* [Task data]:
-- -- --
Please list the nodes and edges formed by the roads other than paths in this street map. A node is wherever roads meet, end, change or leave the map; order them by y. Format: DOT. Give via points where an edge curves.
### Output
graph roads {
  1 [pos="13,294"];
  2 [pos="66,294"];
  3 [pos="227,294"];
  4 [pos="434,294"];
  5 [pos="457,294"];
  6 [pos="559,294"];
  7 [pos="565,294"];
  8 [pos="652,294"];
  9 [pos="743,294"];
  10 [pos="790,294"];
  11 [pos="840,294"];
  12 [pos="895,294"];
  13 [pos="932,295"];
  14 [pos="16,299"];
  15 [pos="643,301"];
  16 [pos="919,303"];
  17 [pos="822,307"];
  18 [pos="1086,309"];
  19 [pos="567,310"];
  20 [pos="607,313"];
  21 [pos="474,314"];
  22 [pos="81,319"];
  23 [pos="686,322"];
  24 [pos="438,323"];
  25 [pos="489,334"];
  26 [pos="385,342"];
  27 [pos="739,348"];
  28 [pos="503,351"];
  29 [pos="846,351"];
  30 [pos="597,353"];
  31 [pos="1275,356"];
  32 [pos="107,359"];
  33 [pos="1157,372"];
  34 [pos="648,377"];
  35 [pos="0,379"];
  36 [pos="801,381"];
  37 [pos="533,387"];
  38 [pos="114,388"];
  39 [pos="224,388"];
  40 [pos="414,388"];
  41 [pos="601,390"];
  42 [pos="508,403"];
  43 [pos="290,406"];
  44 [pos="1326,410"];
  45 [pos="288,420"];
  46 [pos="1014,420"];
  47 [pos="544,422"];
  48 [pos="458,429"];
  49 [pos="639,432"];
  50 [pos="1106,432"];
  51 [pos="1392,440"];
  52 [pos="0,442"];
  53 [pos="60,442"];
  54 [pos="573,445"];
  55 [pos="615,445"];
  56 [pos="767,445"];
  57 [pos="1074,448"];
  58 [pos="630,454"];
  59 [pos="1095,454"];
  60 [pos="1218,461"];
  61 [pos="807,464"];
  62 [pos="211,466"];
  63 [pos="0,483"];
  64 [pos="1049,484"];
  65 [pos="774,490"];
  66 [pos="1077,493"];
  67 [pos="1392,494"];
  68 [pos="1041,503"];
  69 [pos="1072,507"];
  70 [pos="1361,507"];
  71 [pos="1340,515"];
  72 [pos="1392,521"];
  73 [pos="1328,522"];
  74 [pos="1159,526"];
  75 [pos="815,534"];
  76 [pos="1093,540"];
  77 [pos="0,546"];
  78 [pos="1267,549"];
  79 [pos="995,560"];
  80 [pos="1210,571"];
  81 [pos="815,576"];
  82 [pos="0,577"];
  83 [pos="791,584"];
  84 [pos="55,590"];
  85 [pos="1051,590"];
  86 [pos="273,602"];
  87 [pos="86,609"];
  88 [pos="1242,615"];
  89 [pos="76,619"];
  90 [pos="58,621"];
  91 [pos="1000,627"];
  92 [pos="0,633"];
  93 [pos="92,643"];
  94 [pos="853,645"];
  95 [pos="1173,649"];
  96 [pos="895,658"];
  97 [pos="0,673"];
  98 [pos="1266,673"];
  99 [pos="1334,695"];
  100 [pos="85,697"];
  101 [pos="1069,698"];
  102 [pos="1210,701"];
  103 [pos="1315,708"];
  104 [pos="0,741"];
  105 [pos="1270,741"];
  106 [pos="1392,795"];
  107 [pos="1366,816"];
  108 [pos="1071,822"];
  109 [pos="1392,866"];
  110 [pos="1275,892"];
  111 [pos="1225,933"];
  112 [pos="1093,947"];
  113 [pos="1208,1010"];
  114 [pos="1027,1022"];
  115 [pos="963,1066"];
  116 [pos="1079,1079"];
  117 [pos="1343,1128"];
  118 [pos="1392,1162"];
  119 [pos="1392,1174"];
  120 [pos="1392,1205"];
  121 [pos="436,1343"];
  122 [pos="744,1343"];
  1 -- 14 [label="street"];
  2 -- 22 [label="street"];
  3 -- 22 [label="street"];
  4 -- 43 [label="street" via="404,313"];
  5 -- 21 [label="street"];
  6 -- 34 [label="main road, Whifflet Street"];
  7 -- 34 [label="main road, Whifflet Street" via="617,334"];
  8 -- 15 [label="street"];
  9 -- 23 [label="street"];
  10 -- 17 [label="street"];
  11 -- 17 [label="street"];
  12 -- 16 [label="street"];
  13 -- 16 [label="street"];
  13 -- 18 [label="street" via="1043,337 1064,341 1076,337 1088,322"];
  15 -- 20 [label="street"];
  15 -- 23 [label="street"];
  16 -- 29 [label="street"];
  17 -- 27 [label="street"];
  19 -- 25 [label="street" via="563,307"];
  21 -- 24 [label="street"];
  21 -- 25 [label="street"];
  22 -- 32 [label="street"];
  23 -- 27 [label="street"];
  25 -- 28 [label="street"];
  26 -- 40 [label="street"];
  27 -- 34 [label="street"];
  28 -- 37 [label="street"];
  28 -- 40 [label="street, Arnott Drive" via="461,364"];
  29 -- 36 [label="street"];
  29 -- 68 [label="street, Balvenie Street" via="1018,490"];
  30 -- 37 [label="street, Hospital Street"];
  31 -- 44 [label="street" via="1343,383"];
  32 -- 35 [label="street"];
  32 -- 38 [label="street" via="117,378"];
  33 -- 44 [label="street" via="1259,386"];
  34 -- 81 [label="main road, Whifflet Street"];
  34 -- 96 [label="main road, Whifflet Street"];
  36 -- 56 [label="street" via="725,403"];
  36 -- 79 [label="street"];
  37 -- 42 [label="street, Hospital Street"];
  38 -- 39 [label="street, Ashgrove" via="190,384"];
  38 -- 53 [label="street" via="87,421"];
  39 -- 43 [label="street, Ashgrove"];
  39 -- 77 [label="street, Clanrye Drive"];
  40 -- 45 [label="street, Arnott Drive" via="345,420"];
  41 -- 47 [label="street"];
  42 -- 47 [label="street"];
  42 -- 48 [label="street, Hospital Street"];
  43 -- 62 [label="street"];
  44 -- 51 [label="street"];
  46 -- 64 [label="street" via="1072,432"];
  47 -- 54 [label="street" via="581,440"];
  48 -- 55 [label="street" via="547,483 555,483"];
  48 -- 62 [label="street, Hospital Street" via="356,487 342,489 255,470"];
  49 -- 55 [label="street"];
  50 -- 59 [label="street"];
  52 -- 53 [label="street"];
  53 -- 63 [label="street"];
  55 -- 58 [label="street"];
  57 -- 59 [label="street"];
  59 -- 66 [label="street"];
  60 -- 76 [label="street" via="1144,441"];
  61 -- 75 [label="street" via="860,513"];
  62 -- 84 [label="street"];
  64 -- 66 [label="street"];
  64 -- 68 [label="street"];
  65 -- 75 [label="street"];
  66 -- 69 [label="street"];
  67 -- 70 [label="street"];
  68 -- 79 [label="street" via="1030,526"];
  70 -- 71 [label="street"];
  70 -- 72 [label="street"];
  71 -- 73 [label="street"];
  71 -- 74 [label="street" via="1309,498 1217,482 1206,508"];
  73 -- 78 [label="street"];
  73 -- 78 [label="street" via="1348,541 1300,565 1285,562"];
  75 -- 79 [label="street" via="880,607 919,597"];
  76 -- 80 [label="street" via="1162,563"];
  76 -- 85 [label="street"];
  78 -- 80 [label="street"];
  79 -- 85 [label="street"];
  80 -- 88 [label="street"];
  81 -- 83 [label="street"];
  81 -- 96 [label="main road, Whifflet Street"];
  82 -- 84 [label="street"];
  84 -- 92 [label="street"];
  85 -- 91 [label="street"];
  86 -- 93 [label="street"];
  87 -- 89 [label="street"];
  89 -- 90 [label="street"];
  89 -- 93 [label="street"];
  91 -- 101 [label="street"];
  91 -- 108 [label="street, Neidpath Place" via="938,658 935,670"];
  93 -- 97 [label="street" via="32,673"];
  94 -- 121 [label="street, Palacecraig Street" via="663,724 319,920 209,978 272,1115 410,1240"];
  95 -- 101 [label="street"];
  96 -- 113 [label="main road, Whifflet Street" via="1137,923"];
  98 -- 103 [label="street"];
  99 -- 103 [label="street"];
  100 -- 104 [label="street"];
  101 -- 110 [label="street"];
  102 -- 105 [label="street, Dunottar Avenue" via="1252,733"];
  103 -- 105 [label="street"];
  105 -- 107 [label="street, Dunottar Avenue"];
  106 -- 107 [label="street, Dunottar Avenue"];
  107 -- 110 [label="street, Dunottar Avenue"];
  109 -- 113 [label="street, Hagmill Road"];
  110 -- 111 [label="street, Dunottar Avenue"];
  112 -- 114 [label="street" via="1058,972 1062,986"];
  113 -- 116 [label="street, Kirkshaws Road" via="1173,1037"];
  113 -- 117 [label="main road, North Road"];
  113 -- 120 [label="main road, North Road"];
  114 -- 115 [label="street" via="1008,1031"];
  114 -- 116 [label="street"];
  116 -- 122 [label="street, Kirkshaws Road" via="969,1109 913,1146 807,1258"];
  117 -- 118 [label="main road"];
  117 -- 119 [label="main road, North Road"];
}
-- -- --
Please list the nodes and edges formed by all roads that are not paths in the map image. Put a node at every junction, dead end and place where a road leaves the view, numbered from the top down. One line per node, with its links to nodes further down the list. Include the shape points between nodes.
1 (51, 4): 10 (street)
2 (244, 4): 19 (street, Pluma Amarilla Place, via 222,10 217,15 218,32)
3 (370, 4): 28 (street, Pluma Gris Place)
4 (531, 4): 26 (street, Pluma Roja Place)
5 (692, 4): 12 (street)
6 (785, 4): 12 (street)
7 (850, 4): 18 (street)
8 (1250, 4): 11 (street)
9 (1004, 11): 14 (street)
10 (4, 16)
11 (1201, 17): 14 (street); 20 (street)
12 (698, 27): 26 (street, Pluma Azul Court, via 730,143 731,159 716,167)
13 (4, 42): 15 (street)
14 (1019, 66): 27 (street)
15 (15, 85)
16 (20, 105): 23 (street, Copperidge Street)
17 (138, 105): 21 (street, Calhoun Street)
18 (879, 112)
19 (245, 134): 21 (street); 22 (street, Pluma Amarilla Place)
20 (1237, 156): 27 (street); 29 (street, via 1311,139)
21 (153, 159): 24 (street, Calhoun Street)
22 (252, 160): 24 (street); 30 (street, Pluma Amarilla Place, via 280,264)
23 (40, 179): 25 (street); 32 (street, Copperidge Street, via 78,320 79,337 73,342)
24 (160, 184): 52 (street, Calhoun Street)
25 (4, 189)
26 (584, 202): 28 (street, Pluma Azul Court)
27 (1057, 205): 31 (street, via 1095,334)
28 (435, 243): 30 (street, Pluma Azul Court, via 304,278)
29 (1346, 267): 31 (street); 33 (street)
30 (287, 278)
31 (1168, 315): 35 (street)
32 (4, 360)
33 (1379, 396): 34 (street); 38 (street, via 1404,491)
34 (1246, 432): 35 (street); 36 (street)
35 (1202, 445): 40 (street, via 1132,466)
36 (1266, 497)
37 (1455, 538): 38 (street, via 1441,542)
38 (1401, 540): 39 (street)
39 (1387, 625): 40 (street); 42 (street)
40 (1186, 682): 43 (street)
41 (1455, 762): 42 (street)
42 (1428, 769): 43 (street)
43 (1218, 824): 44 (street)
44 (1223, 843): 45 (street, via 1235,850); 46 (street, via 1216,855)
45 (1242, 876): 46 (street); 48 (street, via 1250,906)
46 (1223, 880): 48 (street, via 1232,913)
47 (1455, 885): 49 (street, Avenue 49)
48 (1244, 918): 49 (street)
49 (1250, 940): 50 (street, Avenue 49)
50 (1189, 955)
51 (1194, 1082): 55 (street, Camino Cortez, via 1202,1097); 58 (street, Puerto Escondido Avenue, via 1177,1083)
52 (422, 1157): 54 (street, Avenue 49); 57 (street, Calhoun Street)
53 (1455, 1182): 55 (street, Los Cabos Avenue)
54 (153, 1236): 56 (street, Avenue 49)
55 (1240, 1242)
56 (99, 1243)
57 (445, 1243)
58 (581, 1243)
-- -- --
* [Task to complete]:
In the records above, how many lines contain the string "Hospital"? Only that number should be written.

* [Answer space]:
4